While the embodiment of FIGS. 3A through 3E have been discussed with regard to the plurality of separate arced segments 372, the arced coupling 370 may comprise various other different shapes and remain within the scope of the disclosure. In at least one embodiment, the arced coupling 370 is a collection of one or more C-rings. In yet another embodiment, the arced coupling is a wire of pliable material that may be insert within the access port 325 and follow the shaped of the bore coupling profile and tubular coupling profile to axially fix the housing and the multilateral bore leg relative to one another.
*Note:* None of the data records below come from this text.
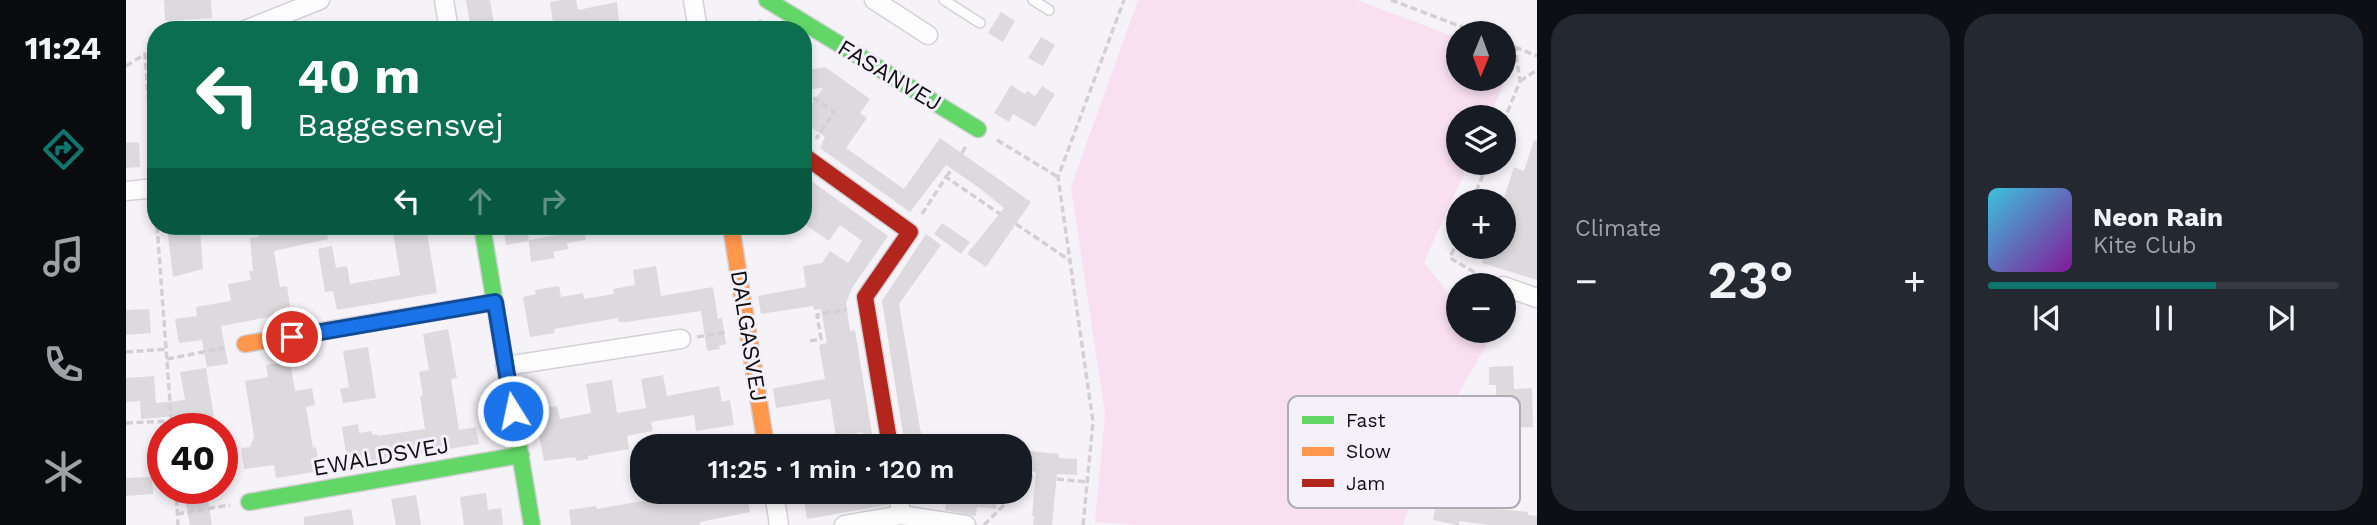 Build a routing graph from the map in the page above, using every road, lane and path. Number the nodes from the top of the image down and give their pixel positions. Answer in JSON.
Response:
{"nodes":[{"id":1,"x":320,"y":0,"type":"edge"},
{"id":2,"x":444,"y":0,"type":"edge"},
{"id":3,"x":693,"y":0,"type":"edge"},
{"id":4,"x":766,"y":0,"type":"edge"},
{"id":5,"x":874,"y":0,"type":"edge"},
{"id":6,"x":944,"y":0,"type":"edge"},
{"id":7,"x":1033,"y":0,"type":"edge"},
{"id":8,"x":1124,"y":0,"type":"edge"},
{"id":9,"x":1391,"y":0,"type":"edge"},
{"id":10,"x":1049,"y":10,"type":"dead end"},
{"id":11,"x":268,"y":21,"type":"edge"},
{"id":12,"x":448,"y":21,"type":"edge"},
{"id":13,"x":696,"y":21,"type":"edge"},
{"id":14,"x":801,"y":21,"type":"edge"},
{"id":15,"x":1446,"y":21,"type":"edge"},
{"id":16,"x":980,"y":23,"type":"dead end"},
{"id":17,"x":812,"y":28,"type":"edge"},
{"id":18,"x":928,"y":35,"type":"dead end"},
{"id":19,"x":1516,"y":47,"type":"edge"},
{"id":20,"x":1516,"y":54,"type":"edge"},
{"id":21,"x":1537,"y":56,"type":"edge"},
{"id":22,"x":126,"y":66,"type":"edge"},
{"id":23,"x":1537,"y":69,"type":"edge"},
{"id":24,"x":147,"y":81,"type":"edge"},
{"id":25,"x":1520,"y":81,"type":"junction"},
{"id":26,"x":812,"y":97,"type":"edge"},
{"id":27,"x":1510,"y":105,"type":"edge"},
{"id":28,"x":978,"y":129,"type":"joint"},
{"id":29,"x":812,"y":144,"type":"edge"},
{"id":30,"x":812,"y":161,"type":"edge"},
{"id":31,"x":951,"y":169,"type":"dead end"},
{"id":32,"x":946,"y":177,"type":"junction"},
{"id":33,"x":1058,"y":177,"type":"junction"},
{"id":34,"x":147,"y":189,"type":"edge"},
{"id":35,"x":126,"y":191,"type":"edge"},
{"id":36,"x":1000,"y":214,"type":"dead end"},
{"id":37,"x":1016,"y":225,"type":"dead end"},
{"id":38,"x":910,"y":232,"type":"junction"},
{"id":39,"x":159,"y":235,"type":"edge"},
{"id":40,"x":484,"y":235,"type":"edge"},
{"id":41,"x":732,"y":235,"type":"edge"},
{"id":42,"x":1452,"y":259,"type":"edge"},
{"id":43,"x":1069,"y":260,"type":"junction"},
{"id":44,"x":1478,"y":273,"type":"edge"},
{"id":45,"x":1516,"y":290,"type":"edge"},
{"id":46,"x":1537,"y":298,"type":"edge"},
{"id":47,"x":495,"y":302,"type":"junction"},
{"id":48,"x":867,"y":305,"type":"junction"},
{"id":49,"x":748,"y":329,"type":"junction"},
{"id":50,"x":681,"y":339,"type":"joint"},
{"id":51,"x":810,"y":341,"type":"dead end"},
{"id":52,"x":245,"y":344,"type":"joint"},
{"id":53,"x":167,"y":349,"type":"junction"},
{"id":54,"x":126,"y":352,"type":"edge"},
{"id":55,"x":167,"y":359,"type":"junction"},
{"id":56,"x":505,"y":366,"type":"junction"},
{"id":57,"x":171,"y":413,"type":"edge"},
{"id":58,"x":147,"y":422,"type":"edge"},
{"id":59,"x":126,"y":423,"type":"edge"},
{"id":60,"x":764,"y":434,"type":"edge"},
{"id":61,"x":888,"y":434,"type":"edge"},
{"id":62,"x":521,"y":455,"type":"junction"},
{"id":63,"x":1032,"y":477,"type":"edge"},
{"id":64,"x":1038,"y":477,"type":"dead end"},
{"id":65,"x":1057,"y":479,"type":"dead end"},
{"id":66,"x":1087,"y":482,"type":"junction"},
{"id":67,"x":249,"y":502,"type":"joint"},
{"id":68,"x":177,"y":504,"type":"edge"},
{"id":69,"x":776,"y":504,"type":"edge"},
{"id":70,"x":900,"y":504,"type":"edge"},
{"id":71,"x":1004,"y":504,"type":"edge"},
{"id":72,"x":177,"y":514,"type":"junction"},
{"id":73,"x":901,"y":515,"type":"junction"},
{"id":74,"x":178,"y":525,"type":"edge"},
{"id":75,"x":532,"y":525,"type":"edge"},
{"id":76,"x":779,"y":525,"type":"edge"},
{"id":77,"x":844,"y":525,"type":"edge"},
{"id":78,"x":966,"y":525,"type":"edge"},
{"id":79,"x":984,"y":525,"type":"edge"},
{"id":80,"x":1083,"y":525,"type":"edge"}],
"edges":[{"from":1,"to":11,"type":"street"},
{"from":2,"to":12,"type":"street"},
{"from":3,"to":13,"type":"street"},
{"from":4,"to":14,"type":"street","name":"FASANVEJ"},
{"from":5,"to":18,"type":"street"},
{"from":6,"to":16,"type":"lane"},
{"from":7,"to":10,"type":"lane"},
{"from":8,"to":33,"type":"path"},
{"from":9,"to":15,"type":"path"},
{"from":17,"to":28,"type":"street","name":"FASANVEJ"},
{"from":19,"to":21,"type":"path"},
{"from":20,"to":25,"type":"path"},
{"from":22,"to":24,"type":"path"},
{"from":23,"to":25,"type":"path"},
{"from":25,"to":27,"type":"path"},
{"from":26,"to":29,"type":"path"},
{"from":28,"to":33,"type":"path"},
{"from":30,"to":38,"type":"street"},
{"from":31,"to":32,"type":"path"},
{"from":32,"to":36,"type":"path"},
{"from":32,"to":38,"type":"path"},
{"from":33,"to":43,"type":"path"},
{"from":34,"to":35,"type":"street"},
{"from":37,"to":43,"type":"path"},
{"from":38,"to":48,"type":"street"},
{"from":39,"to":53,"type":"path"},
{"from":40,"to":47,"type":"street"},
{"from":41,"to":49,"type":"street","name":"DALGASVEJ"},
{"from":42,"to":44,"type":"path"},
{"from":43,"to":66,"type":"path"},
{"from":45,"to":46,"type":"street"},
{"from":47,"to":52,"type":"street"},
{"from":47,"to":56,"type":"street"},
{"from":48,"to":51,"type":"path"},
{"from":48,"to":61,"type":"street"},
{"from":49,"to":50,"type":"path"},
{"from":49,"to":60,"type":"street","name":"DALGASVEJ"},
{"from":50,"to":56,"type":"street"},
{"from":52,"to":55,"type":"path"},
{"from":53,"to":54,"type":"path"},
{"from":53,"to":55,"type":"path"},
{"from":55,"to":57,"type":"path"},
{"from":56,"to":62,"type":"street"},
{"from":58,"to":59,"type":"path"},
{"from":62,"to":67,"type":"street","name":"EWALDSVEJ"},
{"from":62,"to":75,"type":"street"},
{"from":63,"to":64,"type":"path"},
{"from":65,"to":66,"type":"path"},
{"from":66,"to":80,"type":"path"},
{"from":67,"to":72,"type":"path"},
{"from":68,"to":72,"type":"path"},
{"from":69,"to":76,"type":"street"},
{"from":70,"to":73,"type":"street"},
{"from":71,"to":79,"type":"path"},
{"from":72,"to":74,"type":"path"},
{"from":73,"to":77,"type":"street"},
{"from":73,"to":78,"type":"street"}]}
Turning to FIGS. 3F and 3G, illustrated is an alternative embodiment employing an arced coupling 382, bore coupling profile 384 and tubular coupling profile 386 to axially fix the lateral completion engagement sub 380 to the first and/or second lateral bore legs 350a, 350b. The process for axially fixing the lateral completion engagement sub 380 to the first and/or second lateral bore legs 350a, 350b is similar to the process for axially fixing the y-block 310 to the first and/or second lateral bore legs 350a, 350b. Accordingly, greater detail for such an embodiment may be found in the paragraphs above.
Turning to FIGS. 4A through 4C, illustrated are different views of an alternative embodiment of a multilateral junction 400 designed, manufactured and/or operated according to one or more different embodiments of the disclosure. The multilateral junction 400 is similar in many respects to the multilateral junction 300. Accordingly, like reference numbers have been used to indicated similar, if not identical, features. The multilateral junction 400 differs, for the most part, from the multilateral junction 300, in that the multilateral junction 400 employs an arced coupling 470 having a toothed cross-section, whereas the multilateral junction 300 employs its arced coupling 370 having a rectangular cross-section. The toothed cross-section may be used to improve the axial coupling between the housing and the tubular. In at least one embodiment, the toothed cross-section is a non-helical thread, among other possible shapes.
Turning to FIGS. 5A through 5C, illustrated are different views of an alternative embodiment of a multilateral junction 500 designed, manufactured and/or operated according to one or more different embodiments of the disclosure. The multilateral junction 500 is similar in many respects to the multilateral junction 300. Accordingly, like reference numbers have been used to indicated similar, if not identical, features. The multilateral junction 500 differs, for the most part, from the multilateral junction 300, in that the multilateral junction 500 employs an arced coupling 570 comprising a snap ring. In the embodiment of FIGS. 5A through 5C, the arced coupling 570 is a snap ring that resides in the bore coupling profile 320 and snaps inward into the tubular coupling profile 360 when the multilateral bore leg 350 is insert within the bore. In an alternative embodiment, the arced coupling 570 is a snap ring that resides in the tubular coupling profile 360 and snaps outward into the bore coupling profile 320 when the multilateral bore leg 350 is insert within the bore.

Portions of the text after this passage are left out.